Your answer should be every line of the entries that has the string "Νικηφόρου" in it.

━━━━━ MATERIAL FOR THIS EXERCISE ━━━━━

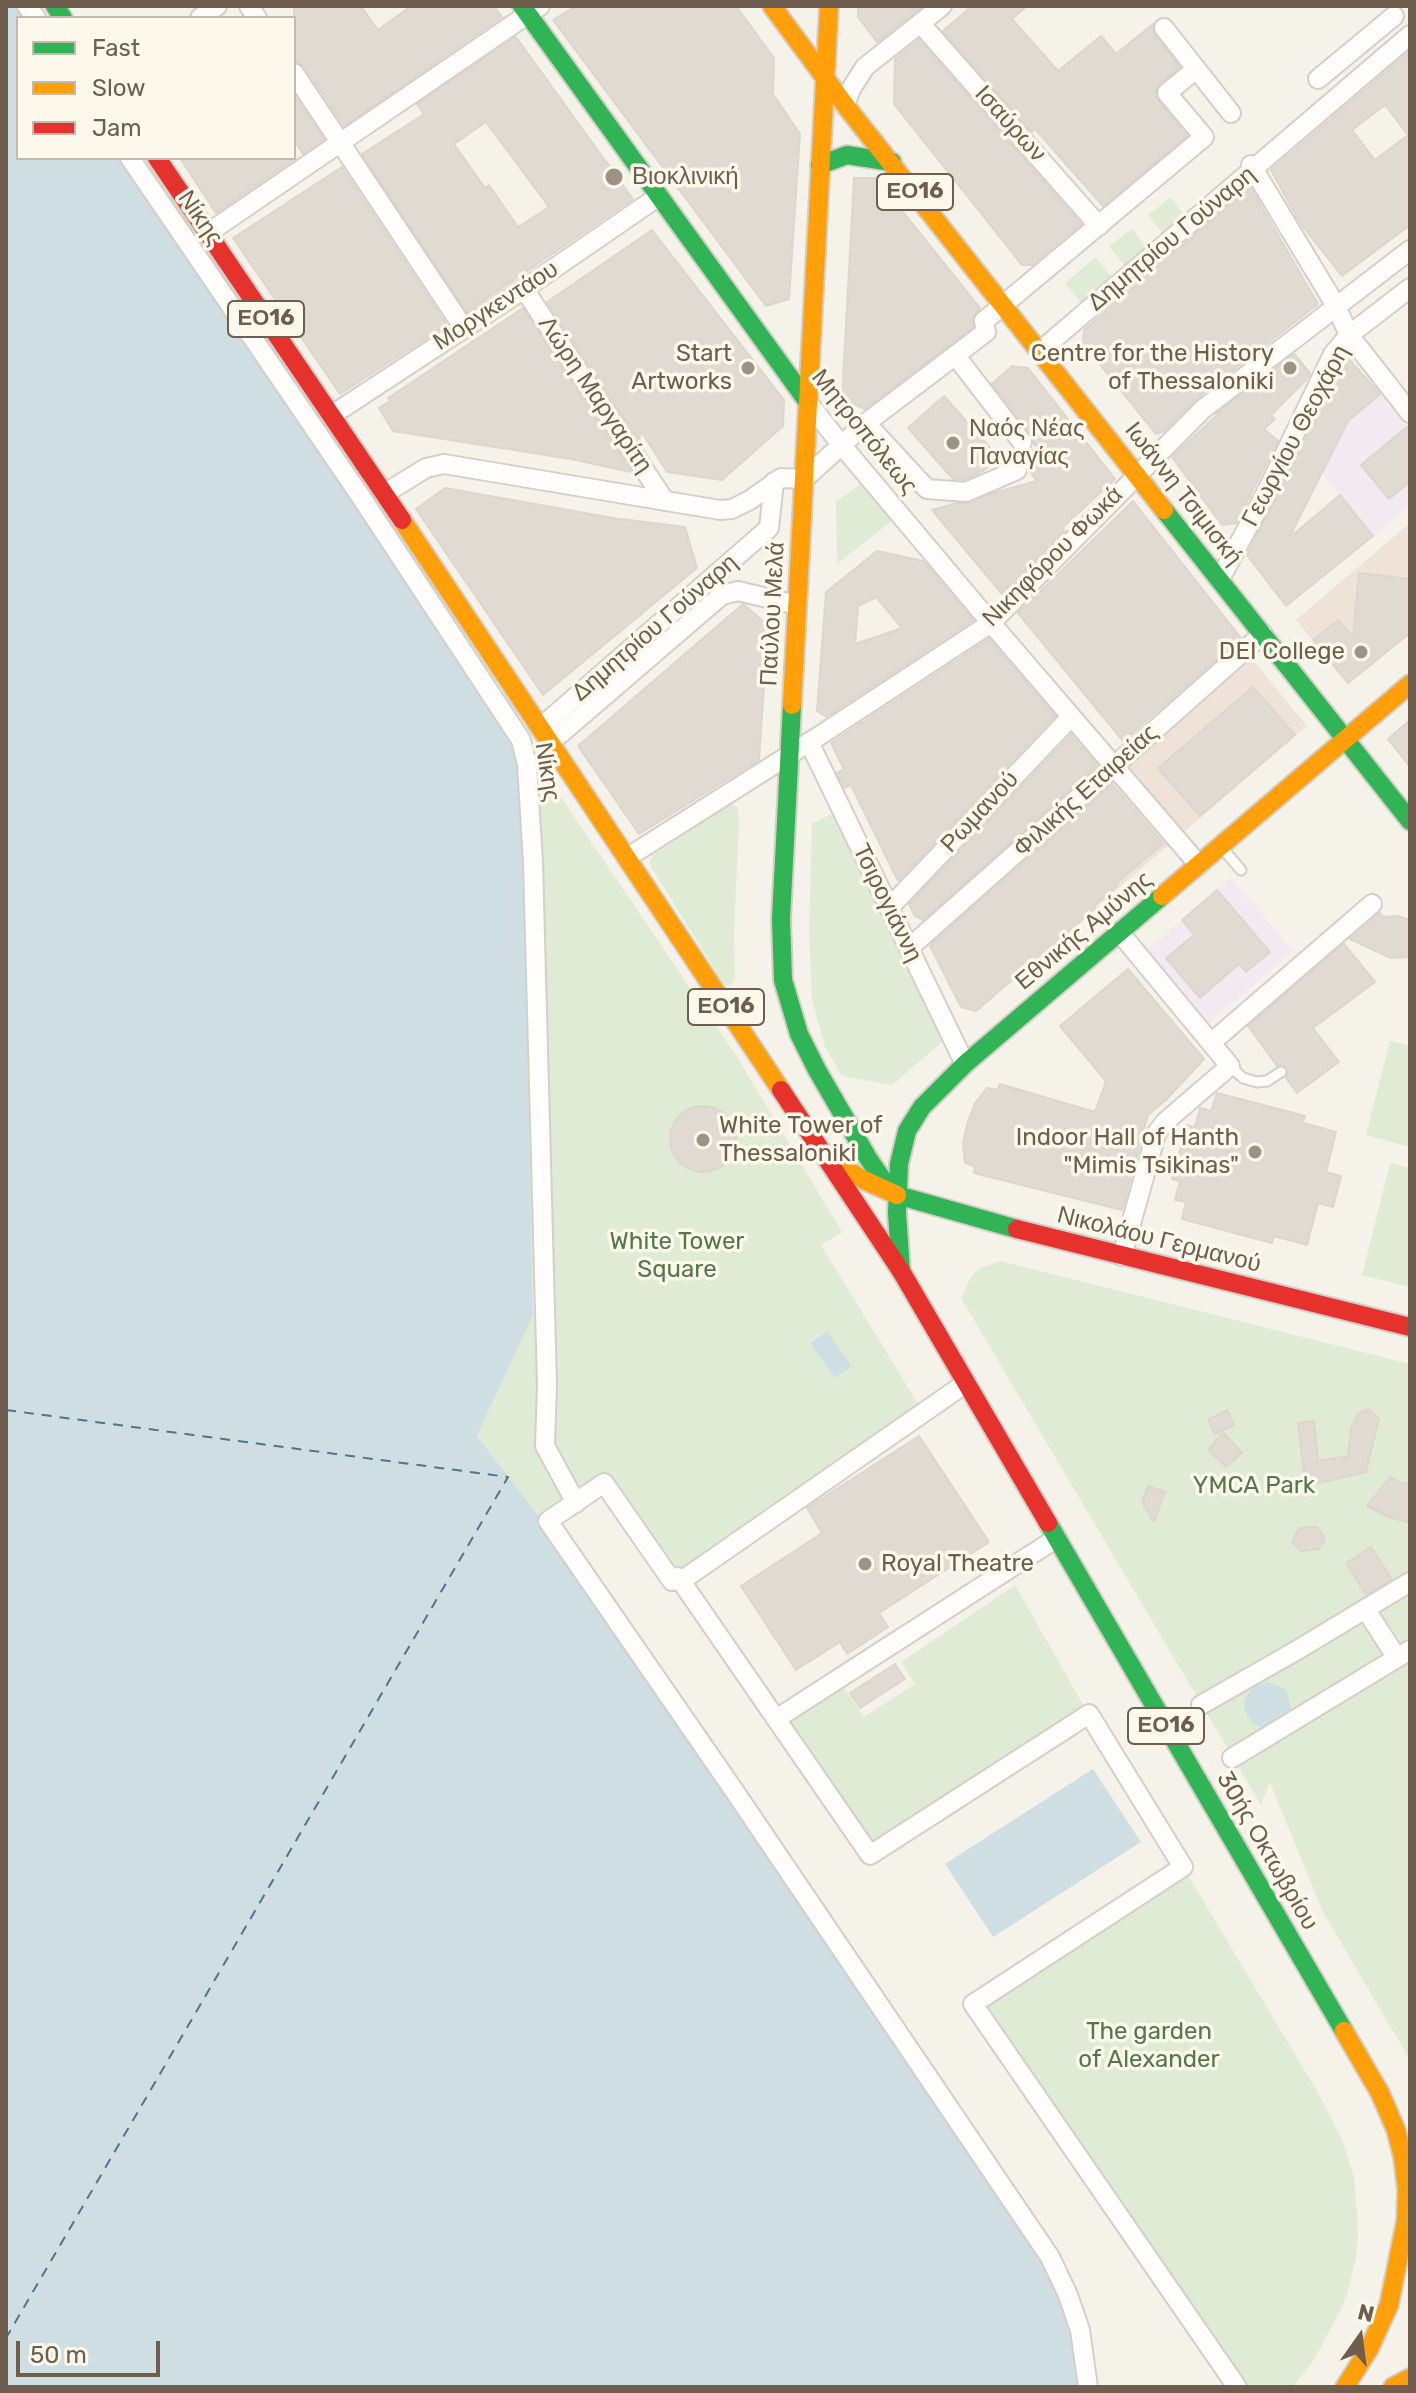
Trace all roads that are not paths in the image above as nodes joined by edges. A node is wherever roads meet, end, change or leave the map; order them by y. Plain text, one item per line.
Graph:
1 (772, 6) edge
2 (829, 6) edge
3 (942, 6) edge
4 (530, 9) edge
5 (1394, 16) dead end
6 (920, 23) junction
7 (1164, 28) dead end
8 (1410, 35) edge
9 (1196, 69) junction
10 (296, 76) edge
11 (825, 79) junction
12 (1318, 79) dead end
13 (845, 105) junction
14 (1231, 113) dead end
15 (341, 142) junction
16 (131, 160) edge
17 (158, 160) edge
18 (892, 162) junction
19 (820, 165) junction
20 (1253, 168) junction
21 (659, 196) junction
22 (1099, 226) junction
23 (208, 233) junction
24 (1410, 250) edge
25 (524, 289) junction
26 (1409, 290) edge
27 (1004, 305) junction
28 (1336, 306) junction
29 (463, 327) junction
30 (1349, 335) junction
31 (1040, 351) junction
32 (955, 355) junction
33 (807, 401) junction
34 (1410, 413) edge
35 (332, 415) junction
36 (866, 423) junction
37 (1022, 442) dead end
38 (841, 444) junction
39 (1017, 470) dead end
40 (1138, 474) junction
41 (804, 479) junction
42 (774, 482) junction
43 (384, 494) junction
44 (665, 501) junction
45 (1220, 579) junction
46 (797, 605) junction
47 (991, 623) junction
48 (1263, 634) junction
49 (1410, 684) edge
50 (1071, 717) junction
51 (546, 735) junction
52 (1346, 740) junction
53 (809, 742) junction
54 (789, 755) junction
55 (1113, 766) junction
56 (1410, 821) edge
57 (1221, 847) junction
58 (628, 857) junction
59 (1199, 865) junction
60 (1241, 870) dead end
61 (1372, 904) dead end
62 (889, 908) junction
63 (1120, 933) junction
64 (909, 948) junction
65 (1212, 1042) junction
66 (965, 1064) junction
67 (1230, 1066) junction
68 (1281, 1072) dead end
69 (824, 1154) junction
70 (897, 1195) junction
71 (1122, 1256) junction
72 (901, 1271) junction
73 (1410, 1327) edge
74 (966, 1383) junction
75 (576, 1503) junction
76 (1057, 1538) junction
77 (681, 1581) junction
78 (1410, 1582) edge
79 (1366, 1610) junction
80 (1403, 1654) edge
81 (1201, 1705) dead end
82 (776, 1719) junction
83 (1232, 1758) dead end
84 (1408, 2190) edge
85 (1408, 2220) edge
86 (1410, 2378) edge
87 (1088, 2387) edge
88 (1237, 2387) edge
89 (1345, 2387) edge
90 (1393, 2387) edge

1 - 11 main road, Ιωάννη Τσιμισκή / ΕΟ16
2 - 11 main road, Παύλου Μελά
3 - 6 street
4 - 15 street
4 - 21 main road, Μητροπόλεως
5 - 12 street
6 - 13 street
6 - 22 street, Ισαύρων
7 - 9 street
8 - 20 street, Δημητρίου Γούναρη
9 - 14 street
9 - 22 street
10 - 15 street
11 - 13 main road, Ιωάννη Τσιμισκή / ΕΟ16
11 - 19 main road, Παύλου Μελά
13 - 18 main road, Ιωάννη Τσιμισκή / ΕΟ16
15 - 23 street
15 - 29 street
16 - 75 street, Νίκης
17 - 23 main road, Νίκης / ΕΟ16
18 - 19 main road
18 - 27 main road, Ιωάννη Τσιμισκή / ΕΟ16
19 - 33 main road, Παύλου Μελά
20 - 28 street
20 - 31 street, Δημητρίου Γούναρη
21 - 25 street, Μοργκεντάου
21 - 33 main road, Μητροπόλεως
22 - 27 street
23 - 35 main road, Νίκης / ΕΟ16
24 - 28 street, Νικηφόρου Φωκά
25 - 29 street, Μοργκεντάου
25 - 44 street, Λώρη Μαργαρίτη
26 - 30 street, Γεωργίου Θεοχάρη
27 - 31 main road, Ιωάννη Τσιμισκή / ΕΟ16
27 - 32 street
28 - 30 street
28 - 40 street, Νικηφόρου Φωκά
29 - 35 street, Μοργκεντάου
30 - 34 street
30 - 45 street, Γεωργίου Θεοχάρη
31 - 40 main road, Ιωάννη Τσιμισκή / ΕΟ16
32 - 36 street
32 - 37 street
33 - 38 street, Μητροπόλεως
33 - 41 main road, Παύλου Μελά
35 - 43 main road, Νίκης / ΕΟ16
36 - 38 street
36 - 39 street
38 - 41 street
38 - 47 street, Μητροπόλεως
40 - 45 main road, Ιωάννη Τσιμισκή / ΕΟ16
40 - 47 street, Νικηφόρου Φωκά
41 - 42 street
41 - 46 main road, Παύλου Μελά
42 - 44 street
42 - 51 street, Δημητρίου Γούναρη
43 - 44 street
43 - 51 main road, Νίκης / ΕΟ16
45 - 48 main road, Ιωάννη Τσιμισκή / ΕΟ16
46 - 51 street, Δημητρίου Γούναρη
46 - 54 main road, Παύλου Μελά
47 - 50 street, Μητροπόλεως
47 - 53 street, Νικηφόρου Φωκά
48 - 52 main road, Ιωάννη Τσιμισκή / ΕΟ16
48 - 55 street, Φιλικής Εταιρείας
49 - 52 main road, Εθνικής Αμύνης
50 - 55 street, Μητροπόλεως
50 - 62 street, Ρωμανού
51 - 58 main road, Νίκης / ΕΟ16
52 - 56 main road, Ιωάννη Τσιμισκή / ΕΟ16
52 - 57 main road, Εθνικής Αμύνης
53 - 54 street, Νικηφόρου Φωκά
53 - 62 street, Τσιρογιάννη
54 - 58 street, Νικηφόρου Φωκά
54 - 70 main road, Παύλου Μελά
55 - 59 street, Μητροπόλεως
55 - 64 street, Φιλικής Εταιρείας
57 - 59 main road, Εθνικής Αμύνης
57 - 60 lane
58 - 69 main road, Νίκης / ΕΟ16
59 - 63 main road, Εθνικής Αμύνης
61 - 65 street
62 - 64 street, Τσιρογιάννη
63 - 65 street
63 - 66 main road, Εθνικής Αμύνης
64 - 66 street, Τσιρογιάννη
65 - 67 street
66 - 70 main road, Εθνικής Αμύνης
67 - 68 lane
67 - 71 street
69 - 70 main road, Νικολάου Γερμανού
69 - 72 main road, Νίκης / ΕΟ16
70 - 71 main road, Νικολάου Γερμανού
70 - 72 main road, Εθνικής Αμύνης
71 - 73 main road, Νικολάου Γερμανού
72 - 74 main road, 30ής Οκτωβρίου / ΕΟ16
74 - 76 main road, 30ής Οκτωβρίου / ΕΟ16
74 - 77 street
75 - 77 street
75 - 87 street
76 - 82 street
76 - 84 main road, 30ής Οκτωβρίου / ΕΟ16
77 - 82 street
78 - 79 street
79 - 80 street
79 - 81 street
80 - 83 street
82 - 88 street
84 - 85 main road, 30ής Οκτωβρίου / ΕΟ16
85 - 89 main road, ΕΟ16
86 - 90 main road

━━━━━
━━━━━ MATERIAL FOR THIS EXERCISE ━━━━━

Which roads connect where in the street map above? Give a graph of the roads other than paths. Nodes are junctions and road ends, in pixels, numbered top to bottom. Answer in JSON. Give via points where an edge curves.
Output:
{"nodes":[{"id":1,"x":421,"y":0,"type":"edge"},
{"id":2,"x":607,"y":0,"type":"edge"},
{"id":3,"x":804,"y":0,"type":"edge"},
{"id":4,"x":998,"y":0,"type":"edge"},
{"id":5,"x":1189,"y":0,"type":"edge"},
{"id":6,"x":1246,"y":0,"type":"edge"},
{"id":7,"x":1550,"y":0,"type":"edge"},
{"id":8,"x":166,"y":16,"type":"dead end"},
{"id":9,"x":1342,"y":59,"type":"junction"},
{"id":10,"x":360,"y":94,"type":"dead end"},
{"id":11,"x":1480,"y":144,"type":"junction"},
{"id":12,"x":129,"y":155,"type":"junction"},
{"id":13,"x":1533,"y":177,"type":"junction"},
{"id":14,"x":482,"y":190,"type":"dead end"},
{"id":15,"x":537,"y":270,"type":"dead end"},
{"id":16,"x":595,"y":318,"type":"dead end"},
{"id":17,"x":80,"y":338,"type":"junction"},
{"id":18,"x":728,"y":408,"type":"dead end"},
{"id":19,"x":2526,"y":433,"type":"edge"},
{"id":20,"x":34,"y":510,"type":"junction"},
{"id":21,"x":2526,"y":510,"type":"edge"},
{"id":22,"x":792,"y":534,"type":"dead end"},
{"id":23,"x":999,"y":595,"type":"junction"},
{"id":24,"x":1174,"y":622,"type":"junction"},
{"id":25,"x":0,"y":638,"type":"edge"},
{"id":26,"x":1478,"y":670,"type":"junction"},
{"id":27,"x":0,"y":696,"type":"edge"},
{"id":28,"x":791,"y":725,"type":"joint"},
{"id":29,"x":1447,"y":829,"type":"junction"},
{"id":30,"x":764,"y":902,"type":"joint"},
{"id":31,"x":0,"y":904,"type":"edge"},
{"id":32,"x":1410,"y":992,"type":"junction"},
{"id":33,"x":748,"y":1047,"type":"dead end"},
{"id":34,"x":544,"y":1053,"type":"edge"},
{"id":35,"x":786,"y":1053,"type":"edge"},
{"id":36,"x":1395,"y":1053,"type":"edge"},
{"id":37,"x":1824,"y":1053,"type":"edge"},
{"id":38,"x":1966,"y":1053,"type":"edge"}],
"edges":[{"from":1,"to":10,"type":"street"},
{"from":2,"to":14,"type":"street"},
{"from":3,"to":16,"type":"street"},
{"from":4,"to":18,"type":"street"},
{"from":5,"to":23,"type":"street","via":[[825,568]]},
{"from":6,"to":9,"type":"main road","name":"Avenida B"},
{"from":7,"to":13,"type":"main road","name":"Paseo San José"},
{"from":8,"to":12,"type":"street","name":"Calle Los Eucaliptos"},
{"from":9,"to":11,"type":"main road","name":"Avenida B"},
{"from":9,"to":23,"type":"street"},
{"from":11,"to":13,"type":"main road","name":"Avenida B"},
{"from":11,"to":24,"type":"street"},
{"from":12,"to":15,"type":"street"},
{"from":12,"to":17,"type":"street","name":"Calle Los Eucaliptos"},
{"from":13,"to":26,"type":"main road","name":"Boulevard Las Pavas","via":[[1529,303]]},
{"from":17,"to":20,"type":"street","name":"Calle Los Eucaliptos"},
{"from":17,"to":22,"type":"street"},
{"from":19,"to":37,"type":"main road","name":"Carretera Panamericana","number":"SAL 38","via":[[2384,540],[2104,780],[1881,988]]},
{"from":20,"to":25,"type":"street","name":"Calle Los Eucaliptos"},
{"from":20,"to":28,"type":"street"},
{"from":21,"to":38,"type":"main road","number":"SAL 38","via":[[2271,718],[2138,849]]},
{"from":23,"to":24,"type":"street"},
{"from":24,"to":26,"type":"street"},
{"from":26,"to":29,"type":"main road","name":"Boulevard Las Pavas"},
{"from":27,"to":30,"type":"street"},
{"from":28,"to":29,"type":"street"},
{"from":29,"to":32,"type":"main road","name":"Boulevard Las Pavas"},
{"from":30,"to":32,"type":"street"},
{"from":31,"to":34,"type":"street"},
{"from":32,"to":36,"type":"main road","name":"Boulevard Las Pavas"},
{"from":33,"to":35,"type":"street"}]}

━━━━━

OUTPUT FOR THIS TASK:
24 - 28 street, Νικηφόρου Φωκά
28 - 40 street, Νικηφόρου Φωκά
40 - 47 street, Νικηφόρου Φωκά
47 - 53 street, Νικηφόρου Φωκά
53 - 54 street, Νικηφόρου Φωκά
54 - 58 street, Νικηφόρου Φωκά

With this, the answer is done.